É, a vida tem suas ironias. E ainda bem que a gente as entende e tem a chance de mudar.
A gente fica doido para fazer 18 anos, tirar carteira de habilitação e ter o carro próprio. Com minha geração foi assim.
Ter carteira era sinônimo de liberdade e de inserção no mundo dos adultos. Afortunada que sou, consegui minha habilitação ainda aos 18 anos (sim! acabei de renovar o documento pela quarta vez e celebro 20 anos de liberdade e “adultice”).
O Pálio vermelho, de segunda mão, veio logo em seguida, dado de presente por meu pai para mim e meu irmão gêmeo, que dividíamos cronometradamente conforme os dias da semana.
E assim foi… Dentro de Fiats, Fords, Volks, Nissans e Hondas, a vida seguiu seu script: universidade, formatura, trabalho, casamento, filho, até que… veio o divórcio.
E neste momento, que é um pequeno abalo sísmico na estabilidade da história e na certezas da vida, e dentre os inúmeros questionamentos que a gente faz sobre os valores que temos e sobre a maneira que a gente vive, eu me questionei sobre a necessidade de se ter um carro.

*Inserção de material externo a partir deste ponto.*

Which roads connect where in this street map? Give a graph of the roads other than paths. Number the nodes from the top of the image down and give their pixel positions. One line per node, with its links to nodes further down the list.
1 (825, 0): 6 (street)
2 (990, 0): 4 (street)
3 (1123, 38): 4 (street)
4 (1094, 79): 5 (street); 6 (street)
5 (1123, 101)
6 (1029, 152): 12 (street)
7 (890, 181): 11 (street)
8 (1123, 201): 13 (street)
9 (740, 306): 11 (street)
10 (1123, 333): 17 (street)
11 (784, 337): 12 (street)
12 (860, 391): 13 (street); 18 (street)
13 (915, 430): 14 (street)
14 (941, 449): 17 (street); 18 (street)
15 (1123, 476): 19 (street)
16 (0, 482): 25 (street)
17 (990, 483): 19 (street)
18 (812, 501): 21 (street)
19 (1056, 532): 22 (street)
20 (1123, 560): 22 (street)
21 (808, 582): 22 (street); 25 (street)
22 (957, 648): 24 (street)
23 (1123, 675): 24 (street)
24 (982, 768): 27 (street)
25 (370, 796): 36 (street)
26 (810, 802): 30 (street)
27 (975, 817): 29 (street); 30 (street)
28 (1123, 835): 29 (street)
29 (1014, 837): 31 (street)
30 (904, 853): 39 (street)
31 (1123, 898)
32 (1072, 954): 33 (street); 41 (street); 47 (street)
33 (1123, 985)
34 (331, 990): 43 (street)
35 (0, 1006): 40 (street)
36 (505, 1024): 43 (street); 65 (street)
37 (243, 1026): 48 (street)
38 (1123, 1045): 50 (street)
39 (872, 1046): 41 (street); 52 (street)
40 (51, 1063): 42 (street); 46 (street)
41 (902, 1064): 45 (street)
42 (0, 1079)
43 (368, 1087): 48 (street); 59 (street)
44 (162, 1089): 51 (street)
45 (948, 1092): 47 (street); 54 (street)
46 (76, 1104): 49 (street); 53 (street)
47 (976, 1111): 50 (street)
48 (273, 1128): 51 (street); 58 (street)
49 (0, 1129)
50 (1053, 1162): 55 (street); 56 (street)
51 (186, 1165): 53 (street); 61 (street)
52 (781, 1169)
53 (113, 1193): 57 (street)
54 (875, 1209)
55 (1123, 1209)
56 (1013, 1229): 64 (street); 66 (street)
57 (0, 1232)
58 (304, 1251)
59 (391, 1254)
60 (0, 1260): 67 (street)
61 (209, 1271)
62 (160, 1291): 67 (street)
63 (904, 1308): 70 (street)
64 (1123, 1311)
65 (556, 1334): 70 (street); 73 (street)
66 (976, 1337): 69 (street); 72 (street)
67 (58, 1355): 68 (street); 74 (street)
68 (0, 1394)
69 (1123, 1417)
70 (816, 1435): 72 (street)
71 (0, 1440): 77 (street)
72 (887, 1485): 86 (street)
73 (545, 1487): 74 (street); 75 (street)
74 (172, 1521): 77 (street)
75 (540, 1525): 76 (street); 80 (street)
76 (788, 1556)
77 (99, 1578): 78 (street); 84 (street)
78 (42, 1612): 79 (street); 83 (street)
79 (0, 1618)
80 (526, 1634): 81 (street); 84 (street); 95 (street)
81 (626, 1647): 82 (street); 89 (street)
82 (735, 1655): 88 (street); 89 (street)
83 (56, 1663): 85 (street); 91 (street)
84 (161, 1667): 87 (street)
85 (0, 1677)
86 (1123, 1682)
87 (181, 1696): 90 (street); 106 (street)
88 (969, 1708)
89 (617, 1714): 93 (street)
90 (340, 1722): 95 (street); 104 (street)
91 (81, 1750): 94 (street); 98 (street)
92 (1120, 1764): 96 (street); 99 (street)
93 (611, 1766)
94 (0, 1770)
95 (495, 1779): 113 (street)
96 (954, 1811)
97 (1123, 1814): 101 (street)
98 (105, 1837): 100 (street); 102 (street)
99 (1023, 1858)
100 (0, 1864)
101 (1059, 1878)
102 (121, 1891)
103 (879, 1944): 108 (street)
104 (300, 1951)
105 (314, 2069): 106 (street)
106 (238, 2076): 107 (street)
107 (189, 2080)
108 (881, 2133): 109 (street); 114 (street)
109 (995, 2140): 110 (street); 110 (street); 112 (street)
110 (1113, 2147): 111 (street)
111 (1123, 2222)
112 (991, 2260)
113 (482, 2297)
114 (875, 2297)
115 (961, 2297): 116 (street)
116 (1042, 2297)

De início, fiquei reticente, imaginei que seria muito difícil me adaptar a falta de independência que o veículo permitia.
E faz conta para cá, aperta o cinto para lá, porque a perda financeira de um divórcio, diante das perdas subjetivas, é a menor que se tem, mas ela existe e se faz presente na concretude do saldo da conta bancária.
A mudança de casa me trouxe para mais perto do trabalho e da escola da filha. Pronto: o carro repousava placidamente, de segunda a sexta, na garagem do prédio.
Só saía para passear aos sábados e domingos. Daí não teve jeito, sem mais hesitar, decidi e vendi o carro no piscar de um fim de semana. Apliquei a grana. E lá se vão quase dois anos (1 ano e 10 meses para ser bem precisa).
Passei a andar mais a pé, de táxi, uber e até de patinete. A verdade é que nos dias de hoje, a gente faz qualquer coisa com um smartphone na mão: desloca-se para qualquer canto, pede delivery de restaurante, supermercado, farmácia, floricultura, pet shop e o que mais a imaginação quiser.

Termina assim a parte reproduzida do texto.